Lo que más me preocupa es la ausencia de auditoría independiente. Las cifras de los laboratorios —80% en OpenAI, 90% en Anthropic— se producen internamente para cumplir objetivos de adopción que nadie puede auditar desde fuera. La crítica del ingeniero Han-Chung Lee, citada en el artículo de The Next Web, señala exactamente esto: esas métricas se construyen para justificar decisiones ya tomadas.

La pregunta a 12 meses no es si la IA seguirá mejorando en programación —lo hará— sino si el mercado laboral de los ingenieros estará respondiendo a los datos reales de productividad o a las narrativas de los laboratorios. La diferencia es si los despidos anticipan una transformación real o la preceden por meses o años.

Mi predicción: en 2027 tendremos los primeros estudios independientes con acceso a datos reales de repositorios corporativos. Cuando eso ocurra, la cifra del «80%» se refinará hacia algo más preciso y, probablemente, más matizado. El debate no va a resolverse con declaraciones en conferencias de capital riesgo.


Preguntas frecuentes

¿Qué significa que la IA «escriba» el 80% del código?
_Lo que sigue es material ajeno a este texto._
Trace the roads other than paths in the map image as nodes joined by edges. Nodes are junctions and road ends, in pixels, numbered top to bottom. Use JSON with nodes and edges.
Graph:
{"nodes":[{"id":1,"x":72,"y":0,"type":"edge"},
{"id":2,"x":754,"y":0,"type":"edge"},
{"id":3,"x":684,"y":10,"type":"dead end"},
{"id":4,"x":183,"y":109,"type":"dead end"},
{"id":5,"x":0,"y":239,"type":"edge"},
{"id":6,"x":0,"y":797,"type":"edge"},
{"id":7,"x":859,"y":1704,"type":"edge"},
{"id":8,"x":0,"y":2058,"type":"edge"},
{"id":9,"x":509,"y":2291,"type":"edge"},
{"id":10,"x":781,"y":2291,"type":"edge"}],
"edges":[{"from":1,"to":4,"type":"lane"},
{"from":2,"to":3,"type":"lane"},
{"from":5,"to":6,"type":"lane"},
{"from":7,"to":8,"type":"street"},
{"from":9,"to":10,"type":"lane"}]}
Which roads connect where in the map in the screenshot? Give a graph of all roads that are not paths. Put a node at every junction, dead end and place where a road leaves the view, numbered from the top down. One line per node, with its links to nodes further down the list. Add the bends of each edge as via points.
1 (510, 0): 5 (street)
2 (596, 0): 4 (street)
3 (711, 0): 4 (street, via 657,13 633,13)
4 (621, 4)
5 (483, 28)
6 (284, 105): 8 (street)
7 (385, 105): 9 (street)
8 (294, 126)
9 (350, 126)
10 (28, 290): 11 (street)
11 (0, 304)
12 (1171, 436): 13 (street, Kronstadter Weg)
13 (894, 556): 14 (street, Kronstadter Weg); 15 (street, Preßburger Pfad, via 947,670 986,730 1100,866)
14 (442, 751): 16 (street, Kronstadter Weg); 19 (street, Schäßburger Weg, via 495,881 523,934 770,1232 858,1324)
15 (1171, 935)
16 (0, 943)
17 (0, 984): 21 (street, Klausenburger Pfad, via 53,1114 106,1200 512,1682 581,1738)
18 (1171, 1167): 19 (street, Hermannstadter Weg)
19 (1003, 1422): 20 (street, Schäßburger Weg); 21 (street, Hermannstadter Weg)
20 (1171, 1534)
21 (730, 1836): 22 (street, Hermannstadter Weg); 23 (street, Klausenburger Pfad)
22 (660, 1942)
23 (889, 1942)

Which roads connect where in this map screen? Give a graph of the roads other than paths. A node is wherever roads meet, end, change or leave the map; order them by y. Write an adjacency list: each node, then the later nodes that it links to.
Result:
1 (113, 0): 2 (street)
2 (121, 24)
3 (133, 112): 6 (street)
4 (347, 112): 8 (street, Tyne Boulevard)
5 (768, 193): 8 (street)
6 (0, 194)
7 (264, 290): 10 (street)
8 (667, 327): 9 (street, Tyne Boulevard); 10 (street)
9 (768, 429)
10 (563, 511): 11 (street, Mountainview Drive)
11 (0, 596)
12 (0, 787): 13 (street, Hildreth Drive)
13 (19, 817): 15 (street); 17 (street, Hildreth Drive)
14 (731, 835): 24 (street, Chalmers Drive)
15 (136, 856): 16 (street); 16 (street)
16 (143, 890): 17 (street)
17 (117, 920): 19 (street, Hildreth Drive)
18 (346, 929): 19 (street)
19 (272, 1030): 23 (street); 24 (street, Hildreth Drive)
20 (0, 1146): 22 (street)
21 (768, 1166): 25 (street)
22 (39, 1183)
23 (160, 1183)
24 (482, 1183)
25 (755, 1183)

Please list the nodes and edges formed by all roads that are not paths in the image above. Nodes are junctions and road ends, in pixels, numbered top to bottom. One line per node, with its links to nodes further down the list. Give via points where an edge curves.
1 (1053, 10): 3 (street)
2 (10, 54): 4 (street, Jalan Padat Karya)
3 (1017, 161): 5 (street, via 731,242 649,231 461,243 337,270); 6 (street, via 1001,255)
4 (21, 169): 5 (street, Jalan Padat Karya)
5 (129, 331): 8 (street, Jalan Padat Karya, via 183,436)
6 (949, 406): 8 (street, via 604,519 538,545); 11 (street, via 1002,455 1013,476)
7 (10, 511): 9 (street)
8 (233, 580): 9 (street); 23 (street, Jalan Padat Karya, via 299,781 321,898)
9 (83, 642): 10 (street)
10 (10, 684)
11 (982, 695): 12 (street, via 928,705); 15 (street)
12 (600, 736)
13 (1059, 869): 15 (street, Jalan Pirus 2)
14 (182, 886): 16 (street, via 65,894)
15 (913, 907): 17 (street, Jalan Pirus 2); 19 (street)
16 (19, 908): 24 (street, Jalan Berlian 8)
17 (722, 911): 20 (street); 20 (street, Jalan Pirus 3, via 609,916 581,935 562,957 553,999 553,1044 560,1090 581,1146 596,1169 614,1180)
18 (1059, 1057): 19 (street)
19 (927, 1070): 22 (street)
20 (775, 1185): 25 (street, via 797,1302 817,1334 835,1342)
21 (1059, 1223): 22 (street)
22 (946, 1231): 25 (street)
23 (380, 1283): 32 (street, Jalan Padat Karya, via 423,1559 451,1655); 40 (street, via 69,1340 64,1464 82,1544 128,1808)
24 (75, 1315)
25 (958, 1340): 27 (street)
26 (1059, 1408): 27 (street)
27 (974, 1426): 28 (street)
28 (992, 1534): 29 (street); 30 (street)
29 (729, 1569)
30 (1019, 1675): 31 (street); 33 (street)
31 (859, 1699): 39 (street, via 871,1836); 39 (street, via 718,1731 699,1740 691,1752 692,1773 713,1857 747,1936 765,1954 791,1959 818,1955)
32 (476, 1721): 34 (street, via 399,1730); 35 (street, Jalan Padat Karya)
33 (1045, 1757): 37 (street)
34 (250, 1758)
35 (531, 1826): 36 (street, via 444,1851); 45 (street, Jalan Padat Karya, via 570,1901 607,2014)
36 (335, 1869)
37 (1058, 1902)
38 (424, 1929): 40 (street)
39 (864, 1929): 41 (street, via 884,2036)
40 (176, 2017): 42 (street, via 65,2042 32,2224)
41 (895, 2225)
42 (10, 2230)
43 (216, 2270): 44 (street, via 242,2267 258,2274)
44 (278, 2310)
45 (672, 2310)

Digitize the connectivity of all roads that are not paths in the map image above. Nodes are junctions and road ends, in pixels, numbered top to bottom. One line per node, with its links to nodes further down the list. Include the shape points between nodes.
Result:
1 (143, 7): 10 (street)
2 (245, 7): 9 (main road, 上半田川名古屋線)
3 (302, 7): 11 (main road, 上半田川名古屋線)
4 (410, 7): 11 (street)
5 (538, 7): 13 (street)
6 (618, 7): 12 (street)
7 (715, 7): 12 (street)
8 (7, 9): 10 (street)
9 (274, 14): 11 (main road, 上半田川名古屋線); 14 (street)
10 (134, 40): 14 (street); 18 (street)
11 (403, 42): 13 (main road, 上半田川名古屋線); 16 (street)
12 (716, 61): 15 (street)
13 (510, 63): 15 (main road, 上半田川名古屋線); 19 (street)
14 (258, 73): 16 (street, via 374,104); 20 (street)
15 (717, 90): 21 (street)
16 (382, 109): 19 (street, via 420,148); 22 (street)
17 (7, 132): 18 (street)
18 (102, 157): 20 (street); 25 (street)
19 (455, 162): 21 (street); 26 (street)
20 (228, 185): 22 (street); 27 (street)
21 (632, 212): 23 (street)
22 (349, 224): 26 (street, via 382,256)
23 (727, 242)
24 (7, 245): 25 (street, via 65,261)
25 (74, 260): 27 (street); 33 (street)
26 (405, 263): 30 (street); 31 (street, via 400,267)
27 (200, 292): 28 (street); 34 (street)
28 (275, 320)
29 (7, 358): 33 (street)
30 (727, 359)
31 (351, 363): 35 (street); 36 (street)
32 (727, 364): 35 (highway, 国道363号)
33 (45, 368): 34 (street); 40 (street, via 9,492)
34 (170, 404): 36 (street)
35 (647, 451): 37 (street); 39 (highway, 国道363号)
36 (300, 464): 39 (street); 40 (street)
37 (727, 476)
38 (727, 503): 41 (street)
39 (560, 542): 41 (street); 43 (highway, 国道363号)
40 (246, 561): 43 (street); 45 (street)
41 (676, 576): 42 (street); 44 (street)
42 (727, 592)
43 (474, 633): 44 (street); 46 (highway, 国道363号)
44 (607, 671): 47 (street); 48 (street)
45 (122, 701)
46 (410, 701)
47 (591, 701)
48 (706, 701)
Depende de cómo se mida. La interpretación más estricta —que la IA es el autor de 4 de cada 5 líneas de código en el repositorio— es diferente de la interpretación más amplia: que la IA participa de alguna forma (autocompletado, refactorización, generación con revisión) en el 80% del trabajo. Greg Brockman no especificó qué interpretación usa, y su propia formulación sugiere que se trata de la segunda, más amplia.

¿Qué dice la evidencia académica sobre la productividad de la IA en programación?

Los estudios independientes son más pesimistas que los reportes internos de los laboratorios. Un paper del National Bureau of Economic Research de febrero de 2026 encontró que el 80% de las empresas que usan IA activamente reportan cero impacto en productividad. Un estudio del MIT de 2025 concluyó que el 95% de los proyectos piloto corporativos no generaron retorno sobre la inversión. Otro estudio del grupo METR encontró que los desarrolladores con herramientas de IA tardan un 19% más en tareas concretas.

¿Por qué importa quién hace estas declaraciones?

El contexto financiero es relevante. OpenAI captó 122.000 millones de dólares en 2026 y apunta a una OPI valorada en 1 billón de dólares. Las afirmaciones de productividad de Brockman justifican parte de esa estrategia de inversión. Eso no significa que sean falsas, pero sí que deben leerse con el mismo escrutinio que cualquier claim corporativo en un contexto de valoración.